____ Supplied entries

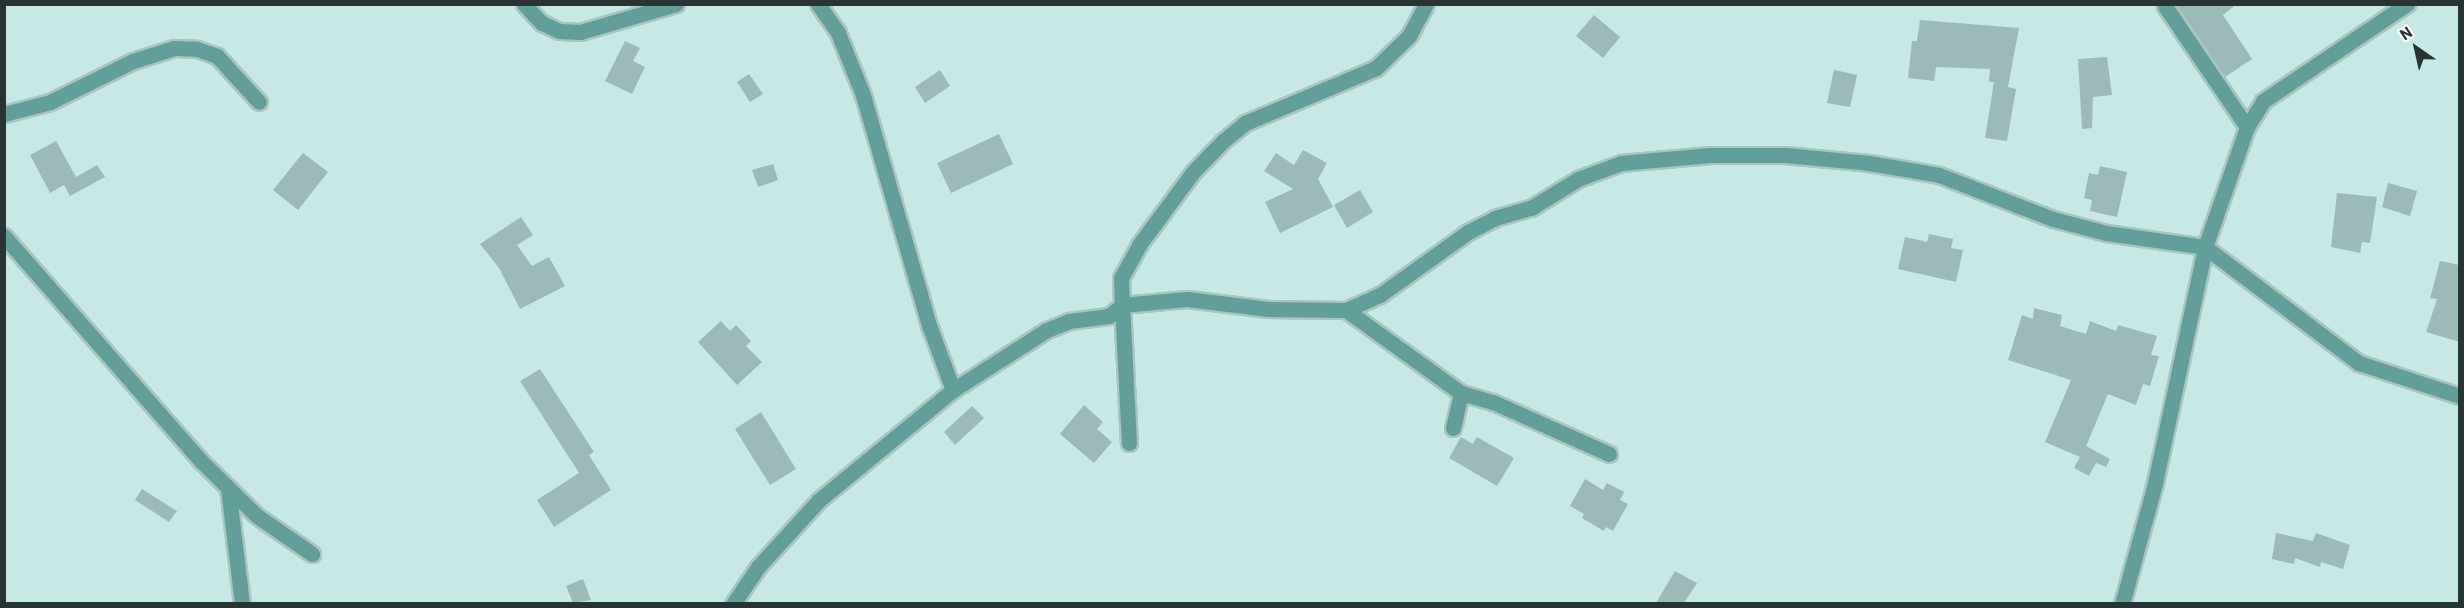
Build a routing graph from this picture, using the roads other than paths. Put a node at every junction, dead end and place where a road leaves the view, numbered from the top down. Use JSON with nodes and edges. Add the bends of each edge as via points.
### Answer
{"nodes":[{"id":1,"x":524,"y":4,"type":"edge"},
{"id":2,"x":676,"y":4,"type":"edge"},
{"id":3,"x":818,"y":4,"type":"edge"},
{"id":4,"x":1426,"y":4,"type":"edge"},
{"id":5,"x":2407,"y":4,"type":"edge"},
{"id":6,"x":2165,"y":6,"type":"dead end"},
{"id":7,"x":259,"y":102,"type":"dead end"},
{"id":8,"x":4,"y":114,"type":"edge"},
{"id":9,"x":2247,"y":128,"type":"junction"},
{"id":10,"x":4,"y":236,"type":"edge"},
{"id":11,"x":2205,"y":247,"type":"junction"},
{"id":12,"x":1122,"y":305,"type":"junction"},
{"id":13,"x":1346,"y":310,"type":"junction"},
{"id":14,"x":953,"y":390,"type":"junction"},
{"id":15,"x":1461,"y":393,"type":"junction"},
{"id":16,"x":2460,"y":396,"type":"edge"},
{"id":17,"x":1453,"y":428,"type":"dead end"},
{"id":18,"x":1129,"y":442,"type":"dead end"},
{"id":19,"x":1610,"y":454,"type":"dead end"},
{"id":20,"x":228,"y":488,"type":"junction"},
{"id":21,"x":312,"y":554,"type":"dead end"},
{"id":22,"x":242,"y":603,"type":"edge"},
{"id":23,"x":733,"y":603,"type":"edge"},
{"id":24,"x":2122,"y":603,"type":"edge"}],
"edges":[{"from":1,"to":2,"type":"street","via":[[542,23],[559,31],[580,32]]},
{"from":3,"to":14,"type":"street","via":[[838,33],[862,95],[930,328]]},
{"from":4,"to":12,"type":"street","via":[[1409,36],[1376,68],[1245,123],[1222,141],[1193,171],[1139,245],[1121,278]]},
{"from":5,"to":9,"type":"street","via":[[2263,100]]},
{"from":6,"to":9,"type":"street"},
{"from":7,"to":8,"type":"street","via":[[217,56],[197,49],[174,48],[133,61],[50,102]]},
{"from":9,"to":11,"type":"street"},
{"from":10,"to":20,"type":"street"},
{"from":11,"to":13,"type":"street","via":[[2106,233],[2053,219],[1939,175],[1806,157],[1711,155],[1621,163],[1578,179],[1532,208],[1495,218],[1468,232],[1397,284]]},
{"from":11,"to":16,"type":"street","via":[[2359,363]]},
{"from":11,"to":24,"type":"street","via":[[2155,483]]},
{"from":12,"to":13,"type":"street","via":[[1187,298],[1268,309]]},
{"from":12,"to":14,"type":"street","via":[[1109,316],[1069,321],[1047,330]]},
{"from":12,"to":18,"type":"street"},
{"from":13,"to":15,"type":"street"},
{"from":14,"to":23,"type":"street","via":[[819,500],[758,567]]},
{"from":15,"to":17,"type":"street"},
{"from":15,"to":19,"type":"street","via":[[1493,402]]},
{"from":20,"to":21,"type":"street","via":[[257,516]]},
{"from":20,"to":22,"type":"street"}]}
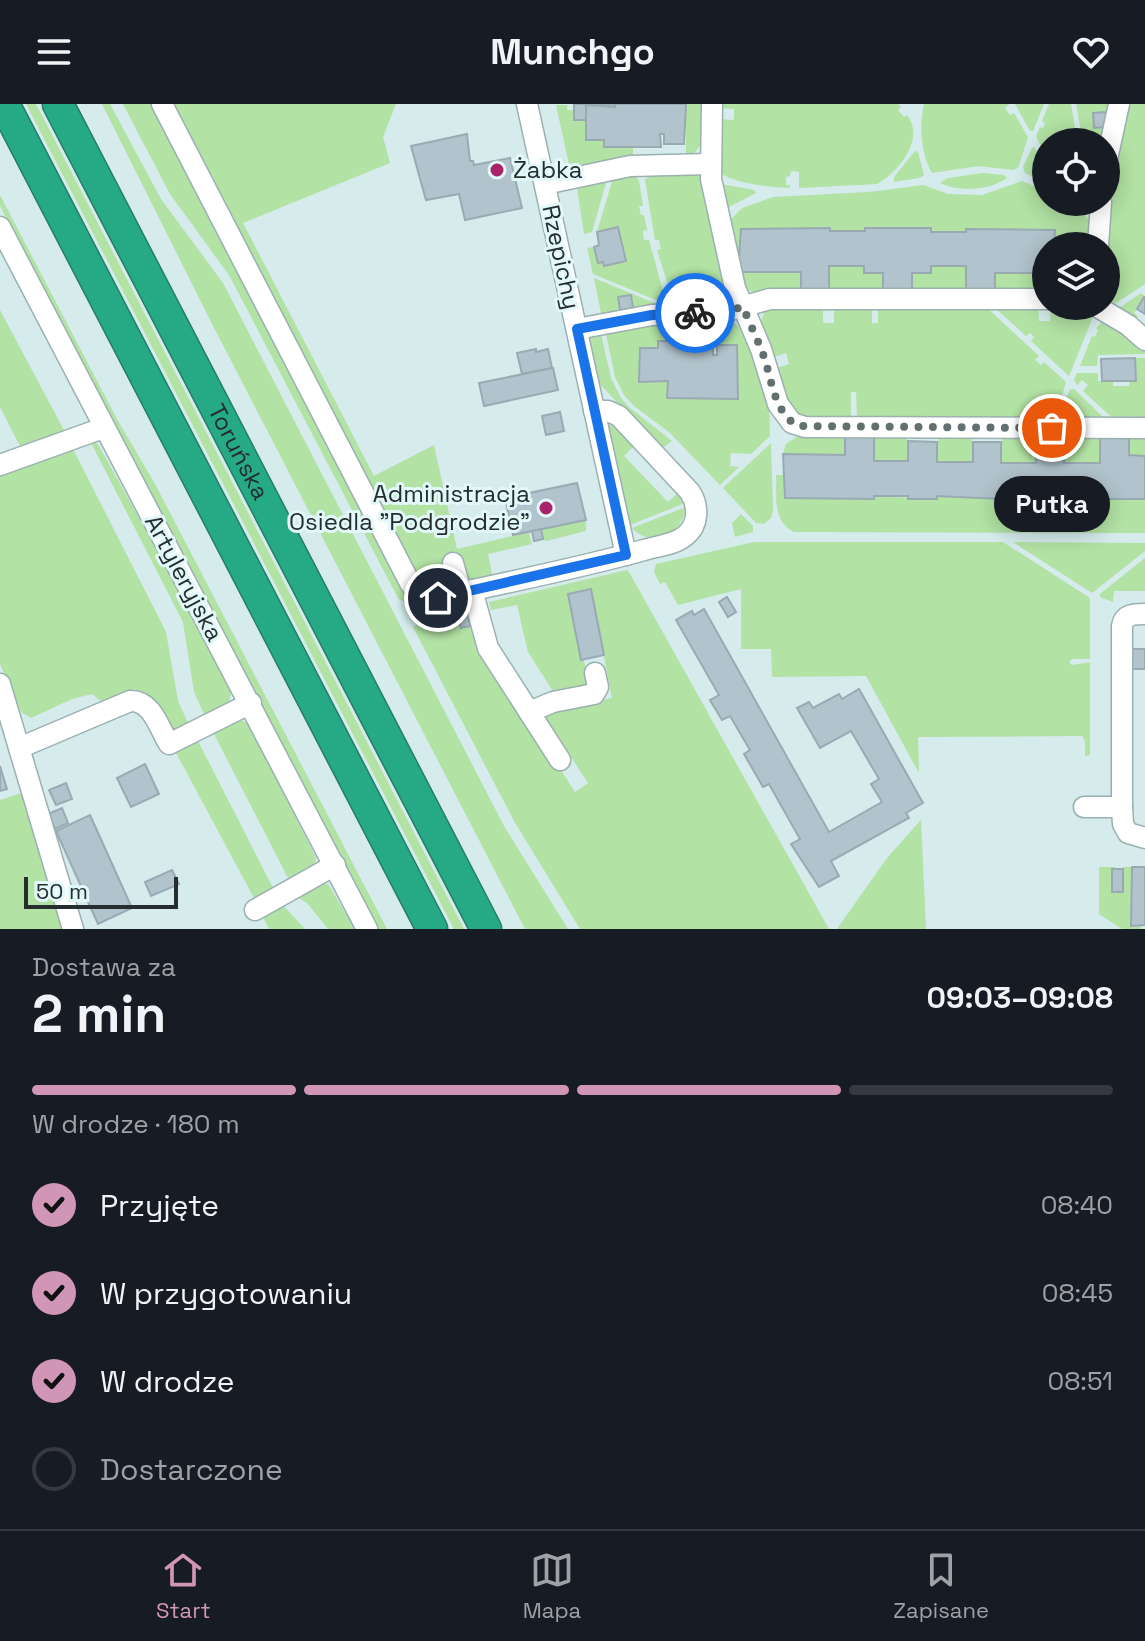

________

• **Task details**:
Where does the string "edges" appear in the records? Copy every line that holds it.

• **Your response**:
Build a routing graph from this picture, using the roads other than paths. Put a node at every junction, dead end and place where a road leaves the view, numbered from the top down. Use JSON with nodes and edges. Add the bends of each edge as via points.
"edges":[{"from":1,"to":2,"type":"street","via":[[542,23],[559,31],[580,32]]},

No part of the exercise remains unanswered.